--- Supplied records ---
○ ○ ○ ○ ○
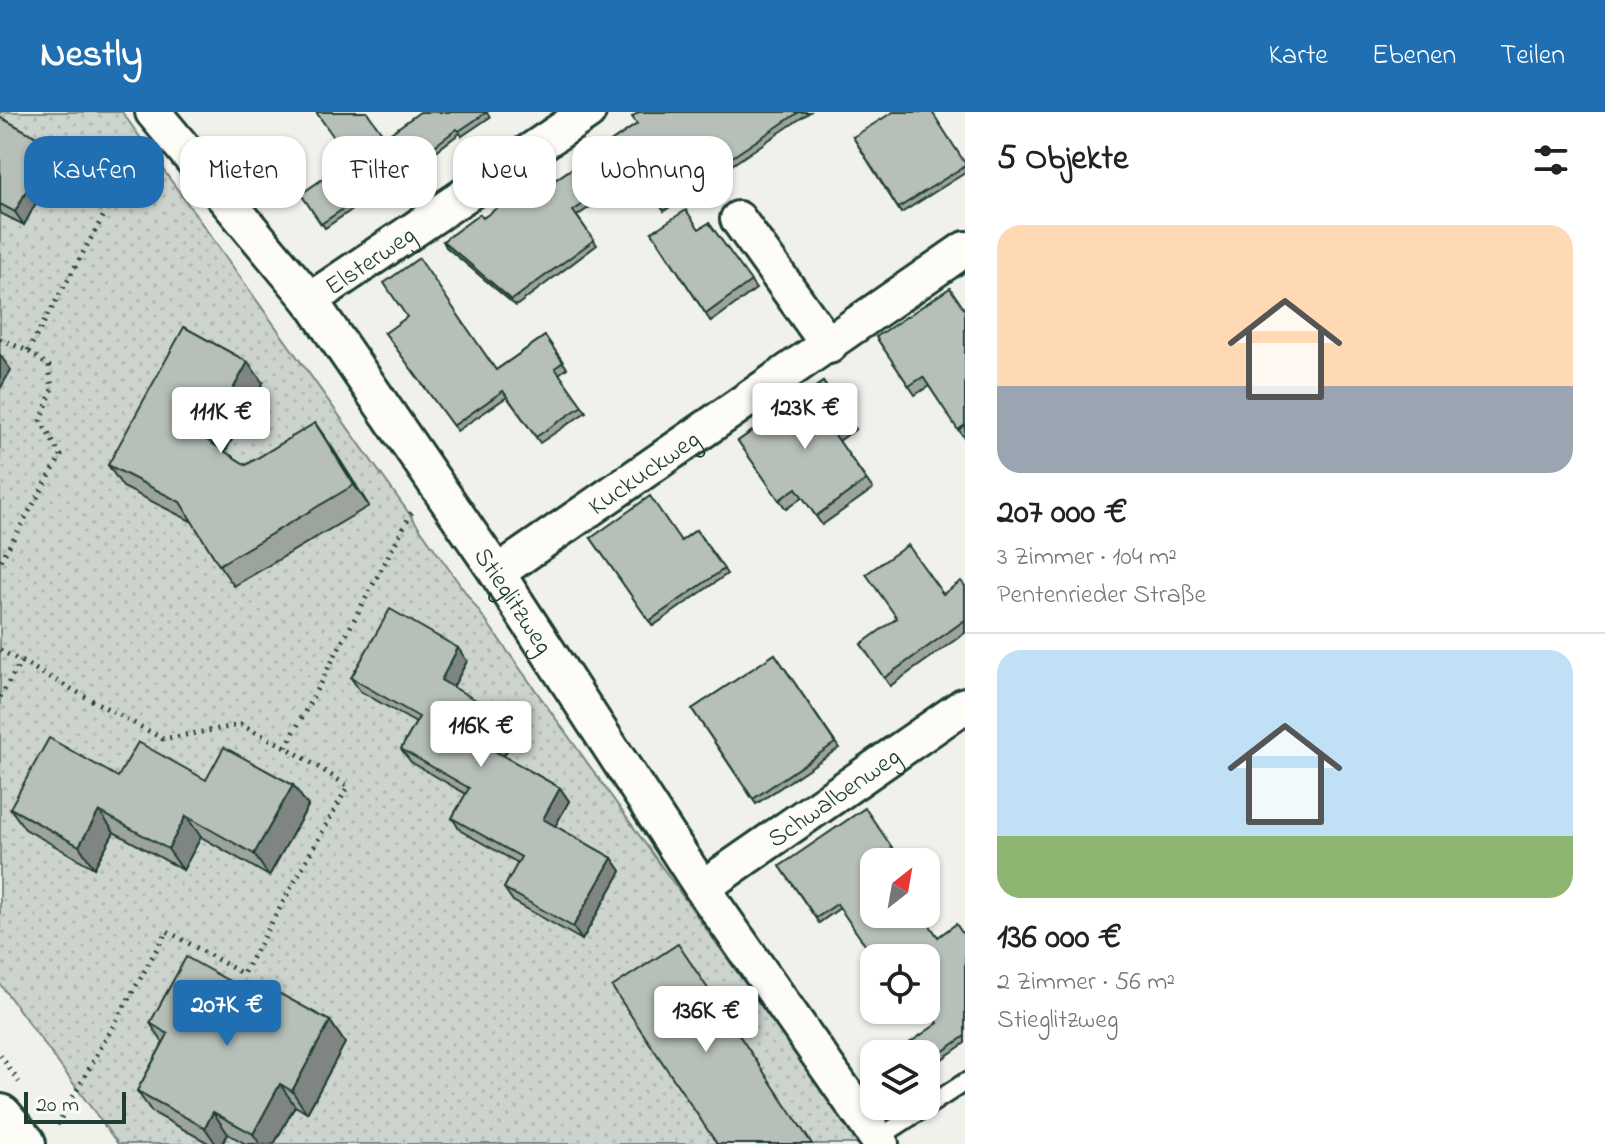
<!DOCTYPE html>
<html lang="de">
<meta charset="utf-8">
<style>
:root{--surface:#fff;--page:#f2f2f2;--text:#222;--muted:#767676;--line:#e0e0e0;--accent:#1f6fb2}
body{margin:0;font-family:"Indie Flower",sans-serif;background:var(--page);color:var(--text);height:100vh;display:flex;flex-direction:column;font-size:30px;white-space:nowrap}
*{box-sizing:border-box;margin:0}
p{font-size:26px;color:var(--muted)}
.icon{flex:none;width:44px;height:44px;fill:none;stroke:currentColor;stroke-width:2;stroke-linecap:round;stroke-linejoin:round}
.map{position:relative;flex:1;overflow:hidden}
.details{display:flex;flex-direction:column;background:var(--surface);width:640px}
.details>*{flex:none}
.guide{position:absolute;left:24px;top:24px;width:760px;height:72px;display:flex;gap:16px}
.needle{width:52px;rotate:31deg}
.tools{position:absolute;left:860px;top:736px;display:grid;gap:16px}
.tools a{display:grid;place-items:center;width:80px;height:80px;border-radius:16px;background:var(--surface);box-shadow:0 2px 6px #0004;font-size:40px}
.scale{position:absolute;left:24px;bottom:20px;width:102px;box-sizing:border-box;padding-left:8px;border:4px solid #1f3d34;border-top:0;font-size:22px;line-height:28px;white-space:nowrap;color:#1f3d34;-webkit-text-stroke:6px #fdfcf7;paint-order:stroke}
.price{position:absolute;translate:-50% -68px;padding:0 18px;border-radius:8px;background:#fff;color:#222;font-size:26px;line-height:52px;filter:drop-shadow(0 2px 4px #0008)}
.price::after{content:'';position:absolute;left:50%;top:48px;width:24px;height:18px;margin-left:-12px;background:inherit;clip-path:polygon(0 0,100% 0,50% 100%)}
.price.active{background:var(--accent);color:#fff}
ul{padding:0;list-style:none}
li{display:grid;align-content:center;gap:16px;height:424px;padding:0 32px}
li+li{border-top:2px solid var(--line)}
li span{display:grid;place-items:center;height:248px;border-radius:24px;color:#555}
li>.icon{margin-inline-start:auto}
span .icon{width:144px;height:144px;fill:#fffc;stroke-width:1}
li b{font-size:34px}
h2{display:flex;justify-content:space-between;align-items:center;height:96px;padding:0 32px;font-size:34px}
.chip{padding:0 28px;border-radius:24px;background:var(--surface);box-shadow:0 2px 6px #0004;font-size:28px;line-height:72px}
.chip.active{background:var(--accent);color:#fff}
header{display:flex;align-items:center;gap:48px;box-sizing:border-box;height:112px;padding:0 40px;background:var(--accent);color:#fff}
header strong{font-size:38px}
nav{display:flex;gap:44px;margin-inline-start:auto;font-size:28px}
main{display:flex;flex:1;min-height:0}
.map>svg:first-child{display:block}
.grass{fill:url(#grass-dots);stroke:#768880;stroke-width:2}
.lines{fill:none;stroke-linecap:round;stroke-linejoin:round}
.lane-casing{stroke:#1f3d34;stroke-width:22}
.street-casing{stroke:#1f3d34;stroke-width:40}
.secondary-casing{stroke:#1f3d34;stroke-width:50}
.path{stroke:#1f3d34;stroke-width:5;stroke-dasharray:2 6;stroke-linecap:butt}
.lane{stroke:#fdfcf7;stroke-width:16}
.street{stroke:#fdfcf7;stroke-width:34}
.secondary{stroke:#fdfcf7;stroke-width:44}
.wall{fill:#9da49e;stroke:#1f3d34;stroke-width:2}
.shaded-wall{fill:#7f8681;stroke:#1f3d34;stroke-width:2}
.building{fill:#b6bfb8;stroke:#1f3d34;stroke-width:2}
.labels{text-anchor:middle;stroke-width:6;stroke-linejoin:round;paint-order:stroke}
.street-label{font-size:26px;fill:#1f3d34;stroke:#fdfcf7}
</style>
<header>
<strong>Nestly</strong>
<nav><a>Karte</a><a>Ebenen</a><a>Teilen</a></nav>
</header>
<main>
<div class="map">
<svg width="965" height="1032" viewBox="0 0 965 1032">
<defs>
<pattern id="grass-dots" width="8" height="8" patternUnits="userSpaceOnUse" patternTransform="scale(2)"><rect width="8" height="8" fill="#cdd3cd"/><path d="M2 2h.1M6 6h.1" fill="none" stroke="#b0b6b1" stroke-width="1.8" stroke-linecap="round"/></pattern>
</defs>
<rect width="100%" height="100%" fill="#f0f1eb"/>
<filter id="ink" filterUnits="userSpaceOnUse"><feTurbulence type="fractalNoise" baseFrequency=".0125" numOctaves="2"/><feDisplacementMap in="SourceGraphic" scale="16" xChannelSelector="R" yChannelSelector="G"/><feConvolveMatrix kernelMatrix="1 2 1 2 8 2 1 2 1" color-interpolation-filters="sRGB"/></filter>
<g filter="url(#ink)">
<!-- grass -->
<polygon class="grass" points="0,0 122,0 860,1032 118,1032 0,872"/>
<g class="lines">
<defs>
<polyline id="lane" points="877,1027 965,970"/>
<g id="street">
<path id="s1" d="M153 0 310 188 497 461 702 776 881 1032"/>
<polyline points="738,107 829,234"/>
<path id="s2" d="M310 188 588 0"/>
<path id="s3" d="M497 461 965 137"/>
<path id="s4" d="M702 776 965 593"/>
</g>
<polyline id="secondary" points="0,1005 23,1032"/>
</defs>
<!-- lane casing -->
<use href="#lane" class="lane-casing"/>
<!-- street casing -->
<use href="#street" class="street-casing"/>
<!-- secondary casing -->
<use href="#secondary" class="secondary-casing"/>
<!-- path -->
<g class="path">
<polyline points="0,227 28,239 49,254 52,277 41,309 61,344 0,450"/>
<polyline points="28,239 142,35"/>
<polyline points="0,538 163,627 241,613 286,635 348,674 243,862 167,819 56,1015"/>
<polyline points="0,585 21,550"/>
<polyline points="286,635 414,396"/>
<polyline points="0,943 19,970"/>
</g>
<!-- lane -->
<use href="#lane" class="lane"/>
<!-- street -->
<use href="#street" class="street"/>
<!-- secondary -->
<use href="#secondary" class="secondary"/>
</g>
<!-- wall -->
<g class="wall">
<polygon points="486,0 490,5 462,24 460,21 383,80 374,73 371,75 375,82 325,116 301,82 385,25"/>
<polygon points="639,0 810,0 664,99 638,62 577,104 597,133 516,194 446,135 443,129 483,106 552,70 637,12"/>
<polygon points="0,5 60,46 24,113 0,101"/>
<polygon points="853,25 965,51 965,61 901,101"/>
<polygon points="709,111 756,177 711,210 652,120 699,117"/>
<polygon points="965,198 965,327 929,274 915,283 876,225"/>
<polygon points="385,221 496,258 545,224 567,256 559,262 586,300 540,331 507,285 457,319"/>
<polygon points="823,270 856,317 839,329 873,377 822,413 803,385 786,397 738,329"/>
<polygon points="263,271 225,340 246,353 315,311 369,394 234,474 219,453 193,410 123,375 108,353"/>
<polygon points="696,418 727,462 653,514 591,426 681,429"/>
<polygon points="965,474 965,521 890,574 861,532 943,482"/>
<polygon points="775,542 839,636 756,692 692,597"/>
<polygon points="467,549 453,575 518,620 504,644 560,676 569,689 555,714 612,746 621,759 582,828 513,789 504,776 518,751 461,719 452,706 466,682 411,650 401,637 416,611 360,579 351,566"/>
<polygon points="118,665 293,673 308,694 269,764 201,725 183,758 114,720 94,756 25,717 10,696"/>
<polygon points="874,750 938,825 965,825 965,931 926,958 926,942 938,911 926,846 840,796 819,811 780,754"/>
<polygon points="269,891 330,909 345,931 307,1001 295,994 274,1032 246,1032 228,1022 222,1032 210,1032 152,1000 137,979 163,931 150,911"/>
</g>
<!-- shaded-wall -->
<g class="shaded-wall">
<polygon points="51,33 60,46 24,113 15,100"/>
<polygon points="0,243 11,258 0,277"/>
<polygon points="248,250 263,271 220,349 205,327"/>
<polygon points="315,311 330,332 369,394 354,373"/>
<polygon points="458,536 467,549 450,581 441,568"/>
<polygon points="509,607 518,620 500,650 491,637"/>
<polygon points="293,673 308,694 269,764 254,742"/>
<polygon points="560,676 569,689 552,720 543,707"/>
<polygon points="99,699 114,720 94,756 79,734"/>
<polygon points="186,704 201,725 183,758 168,737"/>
<polygon points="612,746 621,759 582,828 573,815"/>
<polygon points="330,909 345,931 307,1001 292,979"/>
<polygon points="280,972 295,994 274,1032 260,1032 253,1022"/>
<polygon points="213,1000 228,1022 222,1032 216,1032 205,1016"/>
</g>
<!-- building -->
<g class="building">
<polygon points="316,0 367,0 385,25 420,0 487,0 459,19 457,17 379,76 370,68 367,71 372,77 321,112 301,82 350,48"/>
<polygon points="639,0 799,0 660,94 634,57 573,99 594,128 512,188 443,129 480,102 483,106 546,60 552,70 637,12 632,5"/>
<polygon points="893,0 932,0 965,51 965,54 898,96 853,25"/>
<polygon points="0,5 51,33 15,100 0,92"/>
<polygon points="686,98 699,117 709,111 751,169 706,202 652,120"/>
<polygon points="419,146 496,258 545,224 563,250 555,256 582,294 536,325 503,279 453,314 385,221 407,205 384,171"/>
<polygon points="950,176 965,198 965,313 958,318 923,265 909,274 876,225"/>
<polygon points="184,215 248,250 205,327 246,353 315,311 354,373 219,453 180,390 108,353"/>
<polygon points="823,270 849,308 833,320 866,368 816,404 796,376 779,388 738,329"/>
<polygon points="650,384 681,429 696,418 724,457 649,509 591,426"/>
<polygon points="908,433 943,482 961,469 965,474 965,508 884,566 861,532 897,506 866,462"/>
<polygon points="390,497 458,536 441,568 509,607 491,637 560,676 543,707 612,746 573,815 504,776 521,745 452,706 469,676 401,637 419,605 351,566"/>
<polygon points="775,542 835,631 753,687 692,597"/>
<polygon points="49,626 118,665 138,630 206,668 224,635 293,673 254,742 186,704 168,737 99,699 79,734 10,696"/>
<polygon points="865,696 902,750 874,750 874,802 922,802 938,825 956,812 965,825 965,924 926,951 926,942 915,942 908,932 938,911 926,894 926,846 874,846 837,792 816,806 780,754"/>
<polygon points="678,832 812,1032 717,1032 612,875"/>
<polygon points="186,845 269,891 275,879 330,909 292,979 280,972 253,1022 213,1000 205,1016 137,979 168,922 150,911"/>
</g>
</g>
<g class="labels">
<!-- street labels -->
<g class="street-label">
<text dy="9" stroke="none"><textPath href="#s2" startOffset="72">Elsterweg</textPath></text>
<text dy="9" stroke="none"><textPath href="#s3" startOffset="178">Kuckuckweg</textPath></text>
<text dy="9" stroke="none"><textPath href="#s1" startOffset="608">Stieglitzweg</textPath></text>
<text dy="9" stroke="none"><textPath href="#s4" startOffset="160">Schwalbenweg</textPath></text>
</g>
</g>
</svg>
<div class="tools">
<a><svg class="needle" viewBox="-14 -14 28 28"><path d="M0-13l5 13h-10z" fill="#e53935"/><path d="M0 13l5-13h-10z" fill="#767676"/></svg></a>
<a><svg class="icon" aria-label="locate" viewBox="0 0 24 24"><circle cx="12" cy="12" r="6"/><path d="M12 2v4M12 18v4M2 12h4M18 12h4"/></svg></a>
<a><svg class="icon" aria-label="layers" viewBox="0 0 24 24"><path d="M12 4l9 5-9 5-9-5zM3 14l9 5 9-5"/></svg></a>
</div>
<div class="scale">20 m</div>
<b class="price" style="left:805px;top:339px">123K €</b>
<b class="price" style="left:221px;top:343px">111K €</b>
<b class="price" style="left:481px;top:657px">116K €</b>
<b class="price active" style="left:227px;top:936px">207K €</b>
<b class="price" style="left:706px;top:942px">136K €</b>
<div class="guide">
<a class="chip active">Kaufen</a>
<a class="chip">Mieten</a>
<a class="chip">Filter</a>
<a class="chip">Neu</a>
<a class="chip">Wohnung</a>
</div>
</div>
<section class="details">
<h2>5 Objekte<svg class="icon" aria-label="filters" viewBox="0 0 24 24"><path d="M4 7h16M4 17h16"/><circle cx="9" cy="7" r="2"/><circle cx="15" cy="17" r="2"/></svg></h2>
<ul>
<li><span style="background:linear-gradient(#ffd9b3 65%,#9aa5b1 0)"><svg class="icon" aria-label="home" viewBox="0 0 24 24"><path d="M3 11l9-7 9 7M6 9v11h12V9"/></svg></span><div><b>207 000 €</b><p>3 Zimmer · 104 m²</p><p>Pentenrieder Straße</p></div></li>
<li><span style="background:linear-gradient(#bfe0f5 75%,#8fb573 0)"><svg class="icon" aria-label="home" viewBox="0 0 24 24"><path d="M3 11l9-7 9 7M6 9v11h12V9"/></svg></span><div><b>136 000 €</b><p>2 Zimmer · 56 m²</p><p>Stieglitzweg</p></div></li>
</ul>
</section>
</main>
○ ○ ○ ○ ○
--- Exercise requirements ---
What lines of the material above contain "tools"? Return each of them.

--- Answer to this problem ---
.tools{position:absolute;left:860px;top:736px;display:grid;gap:16px}
.tools a{display:grid;place-items:center;width:80px;height:80px;border-radius:16px;background:var(--surface);box-shadow:0 2px 6px #0004;font-size:40px}
<div class="tools">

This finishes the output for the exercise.